Understanding the CLV levers that you can adjust in your business can have drastic impacts on your profitability.

You can see how this is useful for the cafe to grow: they could find more customers like me who will spend $624 per year or they can increase the amount I am worth to them each year. The CLV of each customer segment  can be be increased by influencing one or more of the CLV “levers” or drivers of customer value. 

The levers of CLV are:

  1.  # of orders in the customer lifecycle 
  2. Average amount of each order
  3. Gross profit

For our example cafe, they could increase overall company profit without adding any new customers by adjusting the CLV levers for the customers that they already have. Any combination of increases to the amount of orders made per year, the amount spent per order, or the gross profit per order would increase profits with the same number of customers.

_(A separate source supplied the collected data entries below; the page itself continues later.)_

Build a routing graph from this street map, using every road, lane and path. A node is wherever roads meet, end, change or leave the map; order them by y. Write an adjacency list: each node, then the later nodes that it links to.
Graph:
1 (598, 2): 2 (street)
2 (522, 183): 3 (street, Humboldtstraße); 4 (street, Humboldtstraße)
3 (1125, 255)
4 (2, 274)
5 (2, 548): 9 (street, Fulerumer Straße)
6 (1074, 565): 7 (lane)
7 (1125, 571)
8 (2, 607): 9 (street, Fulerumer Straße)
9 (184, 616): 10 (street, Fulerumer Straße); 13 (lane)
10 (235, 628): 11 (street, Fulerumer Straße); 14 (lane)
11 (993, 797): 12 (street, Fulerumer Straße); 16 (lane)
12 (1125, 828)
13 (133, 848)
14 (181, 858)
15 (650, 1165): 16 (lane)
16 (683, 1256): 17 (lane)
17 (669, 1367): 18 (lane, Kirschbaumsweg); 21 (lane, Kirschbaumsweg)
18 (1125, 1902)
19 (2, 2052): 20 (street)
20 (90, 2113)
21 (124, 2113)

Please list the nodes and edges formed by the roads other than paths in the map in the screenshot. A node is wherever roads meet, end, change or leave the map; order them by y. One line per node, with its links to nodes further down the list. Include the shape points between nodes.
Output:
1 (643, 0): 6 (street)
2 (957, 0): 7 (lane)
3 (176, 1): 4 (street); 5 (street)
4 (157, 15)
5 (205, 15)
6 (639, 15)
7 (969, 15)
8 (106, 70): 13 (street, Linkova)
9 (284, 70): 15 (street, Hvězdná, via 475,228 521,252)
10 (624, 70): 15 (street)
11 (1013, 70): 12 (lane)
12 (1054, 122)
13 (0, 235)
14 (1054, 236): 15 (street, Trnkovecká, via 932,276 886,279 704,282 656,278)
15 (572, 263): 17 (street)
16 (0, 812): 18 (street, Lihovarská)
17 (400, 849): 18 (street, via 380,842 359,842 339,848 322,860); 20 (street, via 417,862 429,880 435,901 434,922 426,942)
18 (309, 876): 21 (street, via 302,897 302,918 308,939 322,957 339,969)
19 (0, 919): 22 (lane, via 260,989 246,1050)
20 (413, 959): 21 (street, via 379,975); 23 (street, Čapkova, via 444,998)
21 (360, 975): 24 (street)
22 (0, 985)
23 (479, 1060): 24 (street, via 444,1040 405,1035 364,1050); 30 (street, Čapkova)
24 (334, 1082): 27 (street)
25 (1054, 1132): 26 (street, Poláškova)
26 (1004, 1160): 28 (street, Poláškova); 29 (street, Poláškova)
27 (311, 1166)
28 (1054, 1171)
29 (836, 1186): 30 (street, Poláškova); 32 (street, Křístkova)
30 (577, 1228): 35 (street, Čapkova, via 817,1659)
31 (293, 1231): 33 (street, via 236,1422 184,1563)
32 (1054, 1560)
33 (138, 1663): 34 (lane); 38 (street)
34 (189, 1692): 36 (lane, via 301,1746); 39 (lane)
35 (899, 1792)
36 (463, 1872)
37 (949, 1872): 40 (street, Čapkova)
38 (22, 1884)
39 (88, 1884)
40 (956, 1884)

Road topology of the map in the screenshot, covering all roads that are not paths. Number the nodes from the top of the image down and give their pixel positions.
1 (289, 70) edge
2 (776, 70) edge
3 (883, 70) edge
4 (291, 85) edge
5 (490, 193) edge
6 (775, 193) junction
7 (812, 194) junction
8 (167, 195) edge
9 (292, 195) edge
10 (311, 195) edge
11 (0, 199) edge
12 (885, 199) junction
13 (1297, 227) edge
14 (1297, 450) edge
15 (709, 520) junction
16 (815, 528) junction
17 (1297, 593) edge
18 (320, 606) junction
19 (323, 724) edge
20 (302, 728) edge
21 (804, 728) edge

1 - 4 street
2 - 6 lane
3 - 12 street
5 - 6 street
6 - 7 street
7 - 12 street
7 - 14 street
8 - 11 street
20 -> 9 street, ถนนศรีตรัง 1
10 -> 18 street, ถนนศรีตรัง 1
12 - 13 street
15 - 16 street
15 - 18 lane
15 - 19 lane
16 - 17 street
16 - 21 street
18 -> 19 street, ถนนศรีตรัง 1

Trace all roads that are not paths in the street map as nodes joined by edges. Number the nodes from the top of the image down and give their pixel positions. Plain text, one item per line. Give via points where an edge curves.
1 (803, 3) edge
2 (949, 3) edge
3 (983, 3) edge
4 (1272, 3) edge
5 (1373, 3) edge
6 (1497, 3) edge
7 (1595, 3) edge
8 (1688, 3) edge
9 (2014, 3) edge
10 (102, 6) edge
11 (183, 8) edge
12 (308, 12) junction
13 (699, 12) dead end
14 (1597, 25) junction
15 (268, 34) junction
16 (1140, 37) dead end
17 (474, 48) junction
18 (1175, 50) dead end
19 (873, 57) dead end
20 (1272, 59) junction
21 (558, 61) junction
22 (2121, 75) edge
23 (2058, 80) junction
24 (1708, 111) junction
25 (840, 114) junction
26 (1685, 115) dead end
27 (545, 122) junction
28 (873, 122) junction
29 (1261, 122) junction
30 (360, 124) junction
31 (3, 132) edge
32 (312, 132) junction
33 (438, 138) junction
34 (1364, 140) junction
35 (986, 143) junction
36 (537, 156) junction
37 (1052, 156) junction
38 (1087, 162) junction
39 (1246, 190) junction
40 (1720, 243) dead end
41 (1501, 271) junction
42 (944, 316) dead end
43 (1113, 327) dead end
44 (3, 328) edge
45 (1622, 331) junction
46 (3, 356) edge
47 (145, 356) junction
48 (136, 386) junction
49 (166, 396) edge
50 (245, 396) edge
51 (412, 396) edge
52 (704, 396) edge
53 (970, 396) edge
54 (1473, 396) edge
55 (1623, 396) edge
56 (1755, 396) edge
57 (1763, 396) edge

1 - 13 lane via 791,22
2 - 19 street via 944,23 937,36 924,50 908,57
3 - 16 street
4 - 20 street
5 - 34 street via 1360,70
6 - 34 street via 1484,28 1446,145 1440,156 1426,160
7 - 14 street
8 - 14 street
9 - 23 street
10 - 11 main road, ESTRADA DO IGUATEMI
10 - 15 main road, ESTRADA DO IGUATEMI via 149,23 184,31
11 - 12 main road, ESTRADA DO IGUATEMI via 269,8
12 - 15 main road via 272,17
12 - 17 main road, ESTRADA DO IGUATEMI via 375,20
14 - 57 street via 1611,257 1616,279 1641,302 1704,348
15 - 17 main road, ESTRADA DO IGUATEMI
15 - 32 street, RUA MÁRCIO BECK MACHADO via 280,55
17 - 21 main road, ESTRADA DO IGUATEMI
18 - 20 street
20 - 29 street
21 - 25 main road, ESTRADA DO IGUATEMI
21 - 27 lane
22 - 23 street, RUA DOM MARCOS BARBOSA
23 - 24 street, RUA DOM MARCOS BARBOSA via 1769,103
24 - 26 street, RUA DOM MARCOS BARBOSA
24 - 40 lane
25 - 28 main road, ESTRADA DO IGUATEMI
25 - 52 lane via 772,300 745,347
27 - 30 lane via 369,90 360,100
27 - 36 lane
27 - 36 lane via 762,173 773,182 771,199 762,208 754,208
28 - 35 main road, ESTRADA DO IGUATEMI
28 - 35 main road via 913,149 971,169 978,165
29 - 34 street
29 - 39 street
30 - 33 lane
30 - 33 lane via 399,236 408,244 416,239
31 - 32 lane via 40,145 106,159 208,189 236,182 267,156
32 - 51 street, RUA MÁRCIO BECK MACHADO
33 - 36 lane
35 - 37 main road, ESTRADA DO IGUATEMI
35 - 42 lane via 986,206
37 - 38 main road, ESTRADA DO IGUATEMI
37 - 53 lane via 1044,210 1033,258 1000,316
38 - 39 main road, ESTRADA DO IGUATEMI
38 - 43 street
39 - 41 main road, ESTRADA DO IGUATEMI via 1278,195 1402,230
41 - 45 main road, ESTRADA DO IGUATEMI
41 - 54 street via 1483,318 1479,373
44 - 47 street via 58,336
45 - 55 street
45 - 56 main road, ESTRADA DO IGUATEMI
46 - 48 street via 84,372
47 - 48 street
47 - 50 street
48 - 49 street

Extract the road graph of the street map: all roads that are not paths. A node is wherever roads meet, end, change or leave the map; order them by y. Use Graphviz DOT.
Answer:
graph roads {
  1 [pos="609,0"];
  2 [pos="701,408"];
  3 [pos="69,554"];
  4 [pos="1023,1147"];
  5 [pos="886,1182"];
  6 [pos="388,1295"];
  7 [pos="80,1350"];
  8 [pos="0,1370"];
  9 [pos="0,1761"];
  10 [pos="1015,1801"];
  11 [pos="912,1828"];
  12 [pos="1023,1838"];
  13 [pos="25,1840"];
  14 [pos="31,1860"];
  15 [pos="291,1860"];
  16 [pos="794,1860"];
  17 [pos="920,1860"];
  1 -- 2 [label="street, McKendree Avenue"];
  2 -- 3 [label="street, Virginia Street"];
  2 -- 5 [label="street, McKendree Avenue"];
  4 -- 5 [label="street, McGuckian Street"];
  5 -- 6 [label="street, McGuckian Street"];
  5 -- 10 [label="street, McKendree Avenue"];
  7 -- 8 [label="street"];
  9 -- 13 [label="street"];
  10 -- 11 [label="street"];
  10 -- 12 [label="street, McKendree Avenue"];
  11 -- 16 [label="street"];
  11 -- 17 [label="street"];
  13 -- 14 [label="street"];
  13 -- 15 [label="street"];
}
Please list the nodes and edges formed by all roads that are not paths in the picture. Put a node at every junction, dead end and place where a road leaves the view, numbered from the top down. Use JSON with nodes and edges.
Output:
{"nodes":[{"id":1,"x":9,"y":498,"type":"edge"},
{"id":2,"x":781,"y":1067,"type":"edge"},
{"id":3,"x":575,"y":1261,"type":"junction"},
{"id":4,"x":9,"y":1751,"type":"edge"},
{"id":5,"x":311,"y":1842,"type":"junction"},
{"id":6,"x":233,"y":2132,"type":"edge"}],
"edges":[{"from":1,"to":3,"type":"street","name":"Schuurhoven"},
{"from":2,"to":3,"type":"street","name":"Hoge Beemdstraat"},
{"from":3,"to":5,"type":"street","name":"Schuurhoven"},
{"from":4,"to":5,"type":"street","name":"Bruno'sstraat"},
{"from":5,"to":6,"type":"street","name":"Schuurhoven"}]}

For example, if the cafe were to institute a loyalty program that encouraged me to come back twice per week on average and training cashiers to up-sell coffee customers on pastries, a higher gross margin product, my CLV would increase. I would spend $15 per twice a week visit at a gross margin of 41%. My new CLV is

=$15 x 104 x 41% = $639.60
$390 increase in gross profit 

If the cafe has 100 other customers like me in this example, that’s $39,000 more in gross profit per year without acquiring any new customers. Understanding the CLV levers that you can adjust in your business can have drastic impacts on your profitability.